Avrei voluto e potuto amare The Devil’s Candy per l’ambientazione, le musiche e la cultura metal e le tematiche sataniste. Ma, purtroppo, non bastano gli ingredienti giusti per preparare un buon piatto. Per fare un buon piatto, come un buon film, ci vogliono soprattutto esperienza, senso della misura, capacità di improvvisare e uscire dal tracciato con sicurezza.

Proprio come accade spesso per il genere di musica che intende omaggiare, questo film finisce per essere ripetitivo, incapace di sorprendere, e soprattutto senza il mordente necessario per impaurire. Non c’è abbastanza drammaticità o tensione, il sangue cola poco, il mostro cattivo è un bambinone che non spaventa – se non quando impugna una pistola per breve tempo maneggiandola proprio come farebbe un bambino, il che crea il momento di maggior disagio dell’intero film.

Le musiche, per quanto belle, sono incapaci di sorreggere la tensione per l’intera durata del film, ed è discutibile che appartengano soltanto al thrash metal, escludendo generi come il death, black e doom che avrebbero reso meglio il senso di malvagità, oppressione e pericolo che la presenza demoniaca/omicida avrebbe dovuto creare. Anche la partecipazione del gruppo musicale Sunn O))) ai sound effects, per quanto apprezzabile, è limitata dalla costante ripetizione del medesimo tema (il sussurro del demonio) che diventa fin troppo familiare e perde rapidamente ogni mordente.

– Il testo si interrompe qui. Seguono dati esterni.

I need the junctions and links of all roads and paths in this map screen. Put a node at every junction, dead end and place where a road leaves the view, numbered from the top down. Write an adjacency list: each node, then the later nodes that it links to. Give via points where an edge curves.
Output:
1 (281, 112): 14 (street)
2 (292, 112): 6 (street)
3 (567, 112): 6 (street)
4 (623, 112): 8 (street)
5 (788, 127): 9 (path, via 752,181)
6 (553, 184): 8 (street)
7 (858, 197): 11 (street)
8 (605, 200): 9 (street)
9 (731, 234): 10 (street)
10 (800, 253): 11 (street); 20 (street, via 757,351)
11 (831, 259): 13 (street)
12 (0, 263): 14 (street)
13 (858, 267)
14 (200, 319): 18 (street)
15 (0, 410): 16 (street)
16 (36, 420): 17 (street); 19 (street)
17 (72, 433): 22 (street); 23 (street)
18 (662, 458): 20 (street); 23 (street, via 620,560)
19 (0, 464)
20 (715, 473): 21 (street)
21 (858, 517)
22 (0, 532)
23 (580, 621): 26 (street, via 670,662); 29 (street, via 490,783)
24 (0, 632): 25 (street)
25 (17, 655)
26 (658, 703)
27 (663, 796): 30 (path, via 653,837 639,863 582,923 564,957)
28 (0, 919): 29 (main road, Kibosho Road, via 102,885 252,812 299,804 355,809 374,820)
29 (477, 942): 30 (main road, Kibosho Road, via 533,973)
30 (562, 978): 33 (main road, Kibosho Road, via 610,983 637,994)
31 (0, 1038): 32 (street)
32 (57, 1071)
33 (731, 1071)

Appaiono insomma troppo presenti la mano del regista, i suoi gusti personali, la sua voglia di far sposare immagini e musiche ad ogni occasione, e il film ne soffre in scorrevolezza, ma non è comunque sconsigliato a priori: ha i suoi pregi e troverà sicuramente un suo pubblico.

“Bølgen” (“The Wave”) di Roar Uthaug

Norvegia. Una piccola città su un fiordo è minacciata da una montagna che rischia di franare da un momento all’altro. Ciò causerebbe uno tsunami che distruggerebbe la ridente cittadina. Solo il geologo Kristian prende sul serio la minaccia. Proprio quando sta per cambiare vita e lavoro accade la catastrofe.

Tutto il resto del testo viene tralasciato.